Let $s \in \mathbb{C}$ satisfy $\operatorname{Re}(s)>1$. Since $|\chi_0(n)| \leq 1$ for every $n \in \mathbb{N}$, we have
\begin{align*}
\sum_{n=1}^{\infty}\left|\frac{\chi_0(n)}{n^s}\right|
\leq
\sum_{n=1}^{\infty}\frac{1}{n^{\operatorname{Re}(s)}}<\infty.
\end{align*}
Thus the Dirichlet series defining $L(s,\chi_0)$ is absolutely convergent in this half-plane, so its Euler product is valid:
\begin{align*}
L(s,\chi_0)
=
\prod_p (1-\chi_0(p)p^{-s})^{-1}.
\end{align*}
The principal character satisfies $\chi_0(p)=0$ exactly for primes $p$ dividing $q$, and $\chi_0(p)=1$ for primes $p$ not dividing $q$. Therefore the Euler factor at a prime divisor of $q$ is
\begin{align*}
(1-\chi_0(p)p^{-s})^{-1}=(1-0)^{-1}=1,
\end{align*}
while the Euler factor at a prime not dividing $q$ is
\begin{align*}
(1-\chi_0(p)p^{-s})^{-1}=(1-p^{-s})^{-1}.
\end{align*}
Hence
\begin{align*}
L(s,\chi_0)
=
\prod_{p \nmid q}(1-p^{-s})^{-1}.
\end{align*}
The zeta Euler product in the same half-plane is
\begin{align*}
\zeta(s)=\prod_p (1-p^{-s})^{-1}.
\end{align*}
Multiplying this product by $\prod_{p \mid q}(1-p^{-s})$ cancels precisely the Euler factors with $p \mid q$, so
\begin{align*}
\zeta(s)\prod_{p \mid q}(1-p^{-s})
=
\prod_{p \nmid q}(1-p^{-s})^{-1}
=
L(s,\chi_0).
\end{align*}
The Euler product facts used here are prerequisites not yet resolved to wiki theorem IDs: Euler product for Dirichlet $L$-functions and Euler product for $\zeta(s)$.
[/guided]
[/step]
[step:Continue the identity meromorphically to $\operatorname{Re}(s)>0$]

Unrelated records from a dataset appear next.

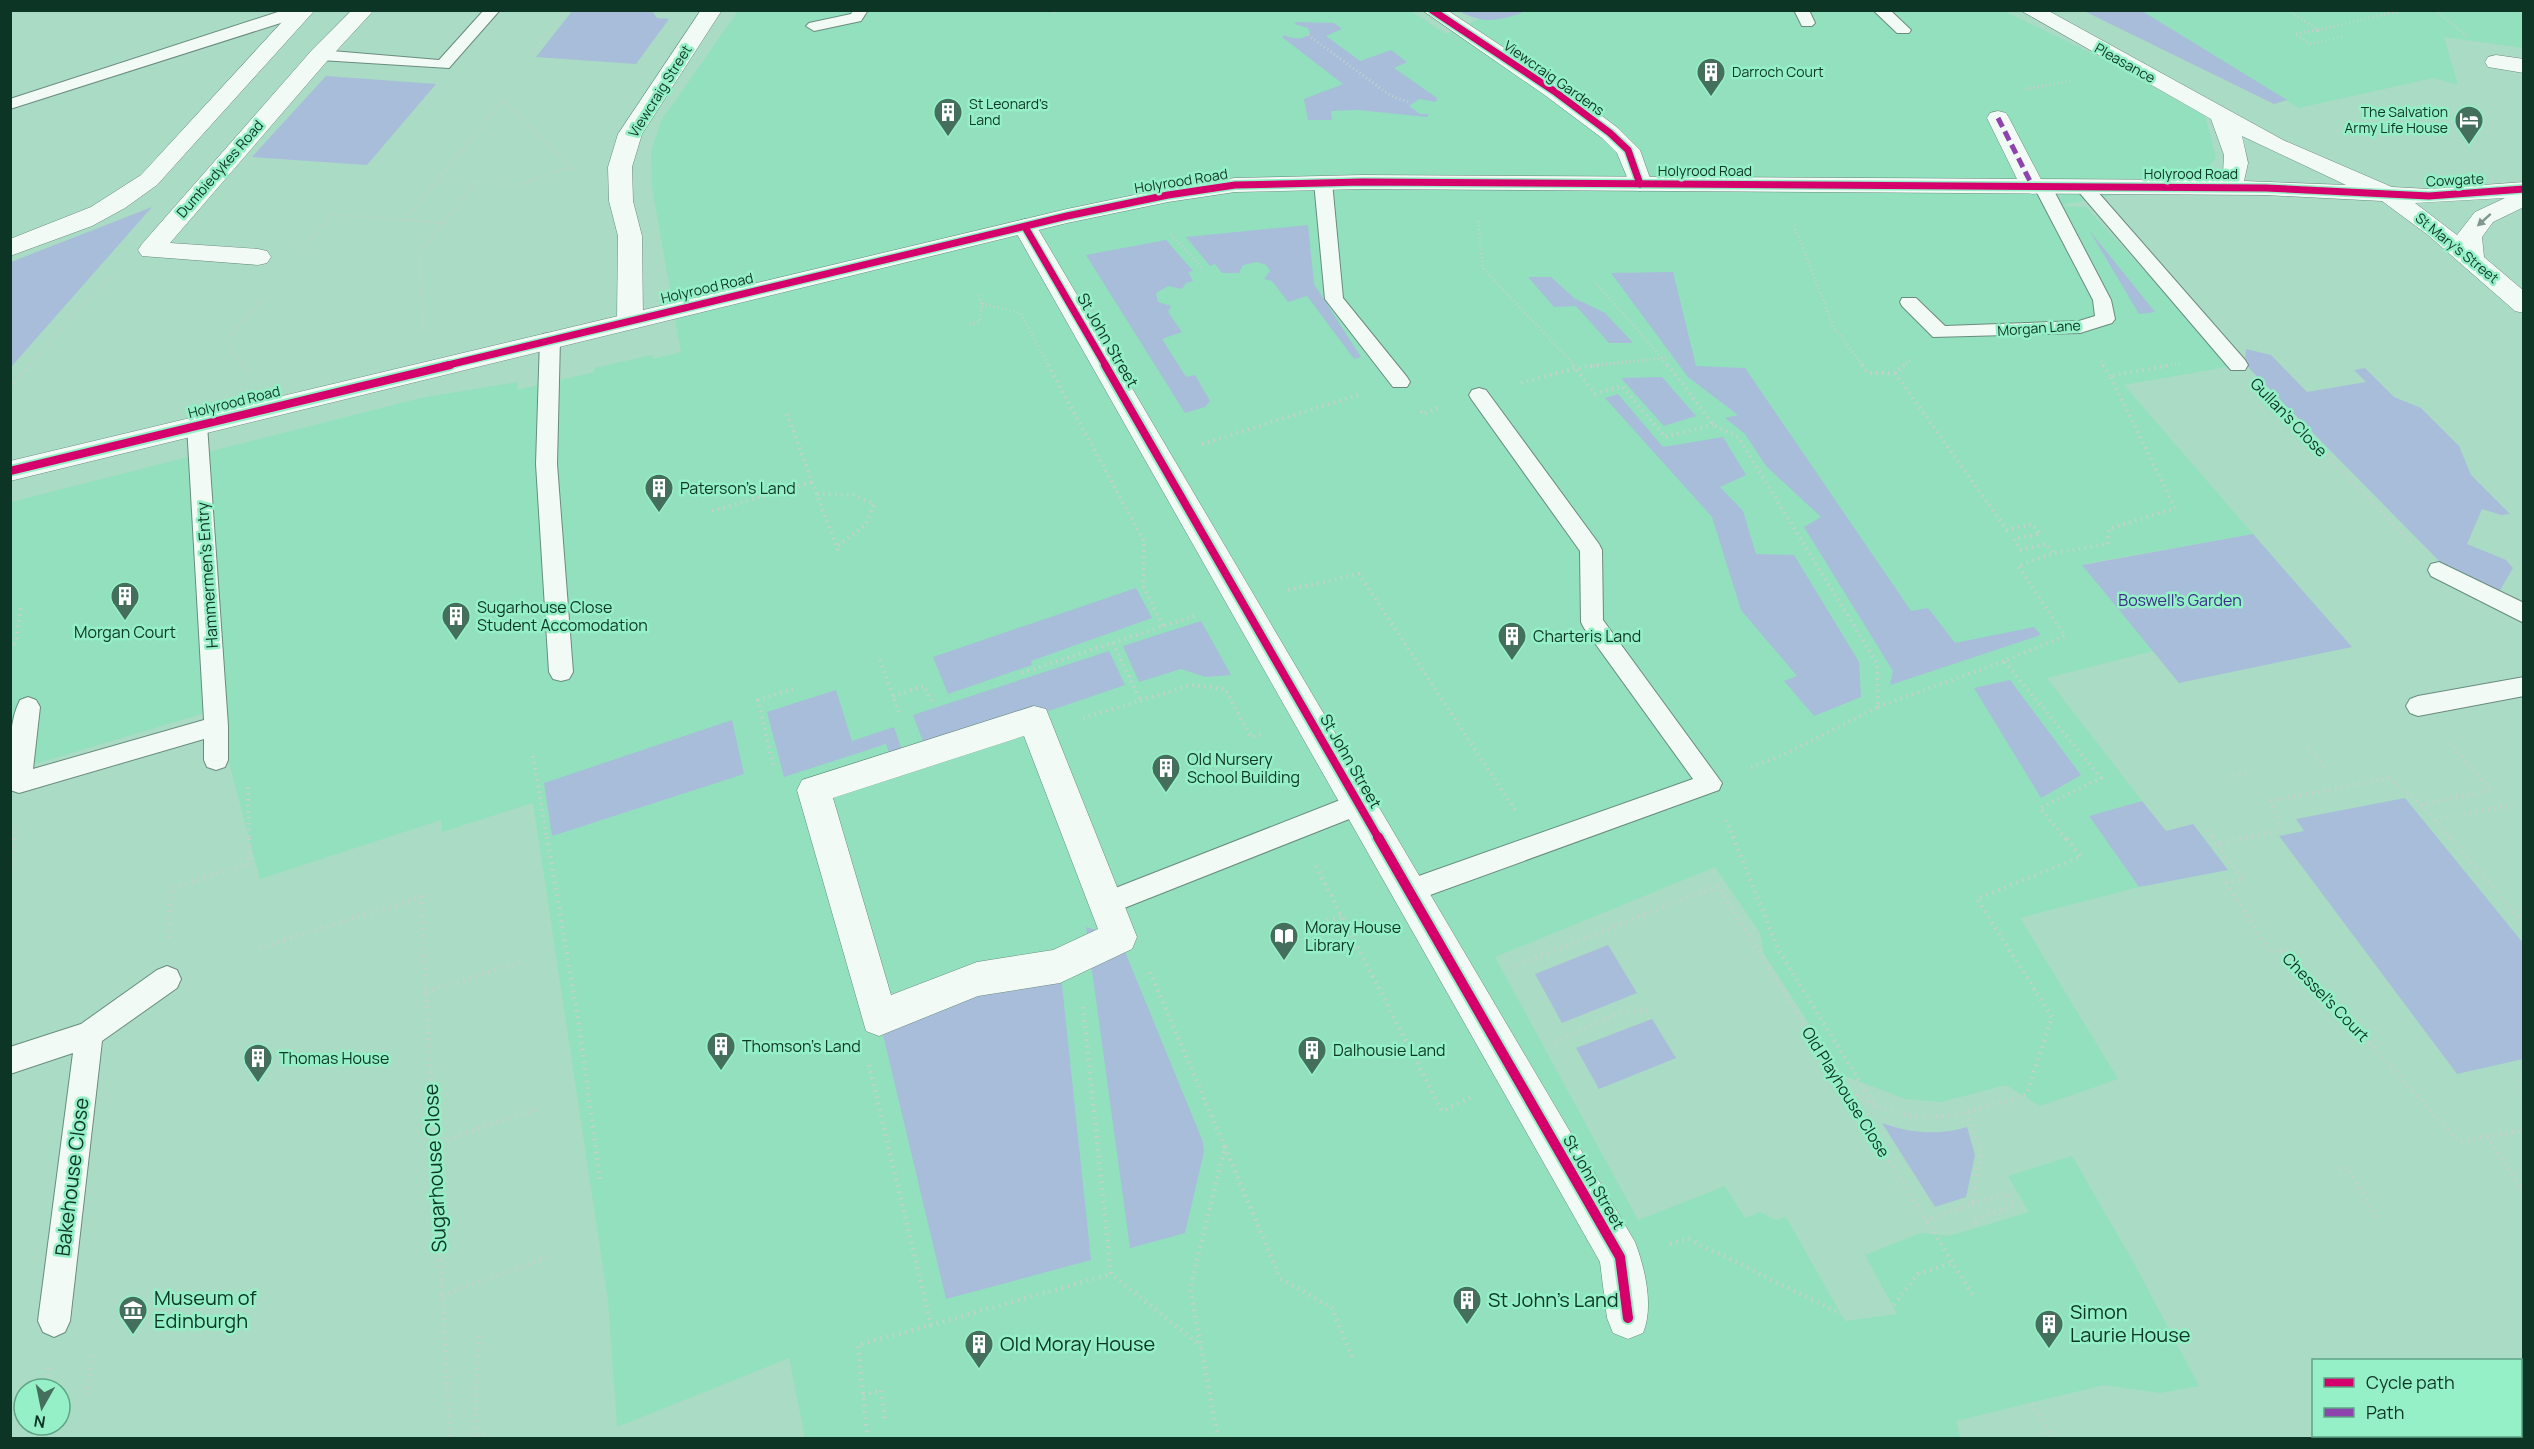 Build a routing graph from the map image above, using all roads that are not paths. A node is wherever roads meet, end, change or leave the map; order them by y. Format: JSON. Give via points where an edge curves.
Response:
{"nodes":[{"id":1,"x":296,"y":10,"type":"edge"},
{"id":2,"x":305,"y":10,"type":"edge"},
{"id":3,"x":364,"y":10,"type":"edge"},
{"id":4,"x":493,"y":10,"type":"edge"},
{"id":5,"x":712,"y":10,"type":"edge"},
{"id":6,"x":861,"y":10,"type":"edge"},
{"id":7,"x":1432,"y":10,"type":"edge"},
{"id":8,"x":1880,"y":10,"type":"edge"},
{"id":9,"x":2030,"y":10,"type":"edge"},
{"id":10,"x":814,"y":26,"type":"dead end"},
{"id":11,"x":1903,"y":30,"type":"dead end"},
{"id":12,"x":320,"y":55,"type":"junction"},
{"id":13,"x":2496,"y":62,"type":"dead end"},
{"id":14,"x":2523,"y":66,"type":"edge"},
{"id":15,"x":10,"y":104,"type":"edge"},
{"id":16,"x":2221,"y":116,"type":"junction"},
{"id":17,"x":1998,"y":118,"type":"dead end"},
{"id":18,"x":1323,"y":182,"type":"junction"},
{"id":19,"x":1640,"y":184,"type":"junction"},
{"id":20,"x":2038,"y":187,"type":"junction"},
{"id":21,"x":2084,"y":187,"type":"junction"},
{"id":22,"x":2215,"y":188,"type":"junction"},
{"id":23,"x":2523,"y":189,"type":"edge"},
{"id":24,"x":2388,"y":194,"type":"junction"},
{"id":25,"x":2523,"y":198,"type":"edge"},
{"id":26,"x":1025,"y":227,"type":"junction"},
{"id":27,"x":10,"y":248,"type":"edge"},
{"id":28,"x":258,"y":257,"type":"dead end"},
{"id":29,"x":2472,"y":260,"type":"junction"},
{"id":30,"x":1909,"y":302,"type":"dead end"},
{"id":31,"x":2523,"y":305,"type":"edge"},
{"id":32,"x":630,"y":320,"type":"junction"},
{"id":33,"x":550,"y":339,"type":"junction"},
{"id":34,"x":2238,"y":365,"type":"road end"},
{"id":35,"x":1400,"y":382,"type":"road end"},
{"id":36,"x":1479,"y":395,"type":"road end"},
{"id":37,"x":198,"y":425,"type":"junction"},
{"id":38,"x":10,"y":471,"type":"edge"},
{"id":39,"x":2439,"y":570,"type":"road end"},
{"id":40,"x":2523,"y":614,"type":"edge"},
{"id":41,"x":561,"y":672,"type":"dead end"},
{"id":42,"x":2523,"y":686,"type":"edge"},
{"id":43,"x":2418,"y":706,"type":"road end"},
{"id":44,"x":28,"y":707,"type":"dead end"},
{"id":45,"x":216,"y":726,"type":"junction"},
{"id":46,"x":216,"y":760,"type":"dead end"},
{"id":47,"x":15,"y":785,"type":"edge"},
{"id":48,"x":1358,"y":804,"type":"junction"},
{"id":49,"x":1408,"y":891,"type":"junction"},
{"id":50,"x":1111,"y":901,"type":"junction"},
{"id":51,"x":167,"y":979,"type":"dead end"},
{"id":52,"x":89,"y":1034,"type":"junction"},
{"id":53,"x":10,"y":1061,"type":"edge"},
{"id":54,"x":1628,"y":1318,"type":"dead end"},
{"id":55,"x":54,"y":1321,"type":"dead end"}],
"edges":[{"from":1,"to":15,"type":"lane","via":[[282,18]]},
{"from":2,"to":27,"type":"street","via":[[148,180],[120,202],[66,230]]},
{"from":3,"to":12,"type":"street","name":"Dumbiedykes Road"},
{"from":4,"to":12,"type":"lane","via":[[443,65]]},
{"from":5,"to":32,"type":"street","name":"Viewcraig Street","via":[[630,134],[620,167],[621,201],[630,236]]},
{"from":6,"to":10,"type":"lane","via":[[856,18]]},
{"from":7,"to":19,"type":"street","name":"Viewcraig Gardens","via":[[1610,133],[1628,150]]},
{"from":8,"to":11,"type":"lane"},
{"from":9,"to":16,"type":"street","name":"Pleasance"},
{"from":12,"to":28,"type":"street","name":"Dumbiedykes Road","via":[[150,250]]},
{"from":13,"to":14,"type":"street"},
{"from":16,"to":22,"type":"street","via":[[2232,138],[2237,162],[2234,178]]},
{"from":16,"to":24,"type":"street","name":"Pleasance","via":[[2275,145]]},
{"from":17,"to":20,"type":"street"},
{"from":18,"to":19,"type":"street","name":"Holyrood Road"},
{"from":18,"to":26,"type":"street","name":"Holyrood Road","via":[[1203,189]]},
{"from":18,"to":35,"type":"lane","via":[[1334,299]]},
{"from":19,"to":20,"type":"street","name":"Holyrood Road"},
{"from":20,"to":21,"type":"street","name":"Holyrood Road"},
{"from":20,"to":30,"type":"lane","name":"Morgan Lane","via":[[2102,300],[2105,319],[2080,327],[1940,333]]},
{"from":21,"to":22,"type":"street","name":"Holyrood Road"},
{"from":21,"to":34,"type":"lane","name":"Gullan's Close"},
{"from":22,"to":24,"type":"street","name":"Holyrood Road"},
{"from":23,"to":24,"type":"street","name":"Cowgate","via":[[2450,195]]},
{"from":24,"to":29,"type":"street","name":"St Mary's Street"},
{"from":25,"to":29,"type":"street","one_way":true,"via":[[2484,217],[2469,236]]},
{"from":26,"to":32,"type":"street","name":"Holyrood Road"},
{"from":26,"to":48,"type":"street","name":"St John Street"},
{"from":29,"to":31,"type":"street","name":"St Mary's Street"},
{"from":32,"to":33,"type":"street","name":"Holyrood Road"},
{"from":33,"to":37,"type":"street","name":"Holyrood Road"},
{"from":33,"to":41,"type":"lane","via":[[545,441]]},
{"from":36,"to":49,"type":"lane","via":[[1591,550],[1592,622],[1710,783]]},
{"from":37,"to":38,"type":"street","name":"Holyrood Road"},
{"from":37,"to":45,"type":"lane","name":"Hammermen's Entry"},
{"from":39,"to":40,"type":"lane"},
{"from":42,"to":43,"type":"lane"},
{"from":44,"to":47,"type":"lane"},
{"from":45,"to":46,"type":"lane","name":"Hammermen's Entry"},
{"from":45,"to":47,"type":"lane"},
{"from":48,"to":49,"type":"street","name":"St John Street"},
{"from":48,"to":50,"type":"lane"},
{"from":49,"to":54,"type":"street","name":"St John Street","via":[[1620,1257]]},
{"from":50,"to":50,"type":"street","via":[[1119,937],[1060,966],[977,979],[879,1018],[814,790],[1034,719]]},
{"from":51,"to":52,"type":"lane"},
{"from":52,"to":53,"type":"lane"},
{"from":52,"to":55,"type":"lane","name":"Bakehouse Close"}]}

For each prime $p \mid q$, the function
\begin{align*}
s \mapsto 1-p^{-s}=1-e^{-s\log p}
\end{align*}
is entire, so $P_q$ is entire as a finite product of entire functions. The Riemann zeta function has a meromorphic continuation to $\operatorname{Re}(s)>0$ with its only pole in this half-plane at $s=1$ (citing a result not yet in the wiki: meromorphic continuation of the Riemann zeta function). Therefore
\begin{align*}
s \mapsto \zeta(s)P_q(s)
\end{align*}
is meromorphic on $\operatorname{Re}(s)>0$, with possible pole only at $s=1$.
Since this [meromorphic function](/page/Meromorphic%20Function) agrees with $L(s,\chi_0)$ on the nonempty [open set](/page/Open%20Set) $\operatorname{Re}(s)>1$, it gives the meromorphic continuation of $L(s,\chi_0)$ to $\operatorname{Re}(s)>0$. Thus, for every $s$ with $\operatorname{Re}(s)>0$ and $s \neq 1$,
\begin{align*}
L(s,\chi_0)=\zeta(s)\prod_{p \mid q}(1-p^{-s}).
\end{align*}
[guided]
The identity has already been proved where the original Dirichlet series converges absolutely, namely in $\operatorname{Re}(s)>1$. To move it into the larger half-plane $\operatorname{Re}(s)>0$, we inspect the right-hand side.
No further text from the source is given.